Sep 30, 2024
User interaction is an integral part of any XR (or WebXR) experience: it brings to life the true value of XR in expanding and improving our perception of reality. When it comes to interacting with virtual content we are mostly accustomed to controllers as a prominent choice for interaction. However, continued advances in immersive technologies open up new opportunities for natural and intuitive user interactions. Where we are now able to interact with virtual content naturally using gaze, speech or hands. By closely mirroring real-life actions, these alternative input methods aim to bridge the gap between the physical and digital worlds, enabling more immersive and realistic experiences.
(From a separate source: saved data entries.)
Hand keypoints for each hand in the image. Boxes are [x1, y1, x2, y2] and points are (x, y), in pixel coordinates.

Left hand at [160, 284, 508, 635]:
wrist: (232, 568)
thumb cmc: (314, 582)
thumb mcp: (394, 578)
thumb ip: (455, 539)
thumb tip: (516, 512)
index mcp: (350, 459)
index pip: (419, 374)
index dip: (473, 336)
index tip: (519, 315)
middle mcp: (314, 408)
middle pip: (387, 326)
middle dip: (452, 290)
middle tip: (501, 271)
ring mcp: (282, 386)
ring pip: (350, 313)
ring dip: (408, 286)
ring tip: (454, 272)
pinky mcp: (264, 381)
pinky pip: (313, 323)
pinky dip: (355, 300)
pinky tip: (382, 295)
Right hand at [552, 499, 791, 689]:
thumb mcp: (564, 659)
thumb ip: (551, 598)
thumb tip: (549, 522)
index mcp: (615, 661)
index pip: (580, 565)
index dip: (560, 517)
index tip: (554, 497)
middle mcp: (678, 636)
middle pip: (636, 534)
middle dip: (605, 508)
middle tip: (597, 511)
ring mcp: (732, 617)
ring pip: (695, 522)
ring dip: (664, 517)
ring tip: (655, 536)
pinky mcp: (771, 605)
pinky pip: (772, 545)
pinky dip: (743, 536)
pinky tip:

In this three-part blog series, we will focus on the hand/s as an alternative input method, and hand based interaction in WebXR. In this series I will walk through how to make use of the Hand Input Module in your WebXR experiences and share my development experience in going from the API’s explainer to a functioning demo in A-Frame. I’m going to follow the structure of the explainer as much as possible, in order to mimic what a developer would go through having discovered the Hand Input Module for the first time.
The series will cover the following in 3 separate posts:
- Part 1: how to access the API and draw hand skeletons (we are here)
- Part 2: how to add simple interaction
- Part 3: how to perform simple gesture detection
Before we jump in, you might be thinking why are we using hands at all? Why hands when we have these amazing state-of-the-art controllers that everyone is used to when using XR? I have a few reasons based on previous research to make a strong case for using “natural interaction” such as hands in XR environments:
- We are inherently really good at it: we are ready made experts in using our hands (and other body parts such as eyes) for communication and interaction and accordingly face a shallower learning curve when using them. Using an accumulation of experiences, memories and previous actions during our lifetimes, we are readily very good at estimating the size, colour and location of physical objects around us and can naturally already make calculated and accurate hand based actions to interact with them.
- Improve user experience: providing different methods of interaction in an XR experience improves user experience as different input source types in XR cater to various use cases and user preferences, such as gamepads for precise control in gaming applications, touchscreens for natural touch-based interactions, and eye-tracking systems for hands-free operation and enhanced security.
- Improve accessibility: the accessibility of your XR experience or app can also be enhanced by providing alternative input methods. An experience that is only reliant on controllers excludes users that are unable to physically use a controller, whereas an XR experience that allows interaction using controllers and hand interaction as an alternative method becomes accessible to more users.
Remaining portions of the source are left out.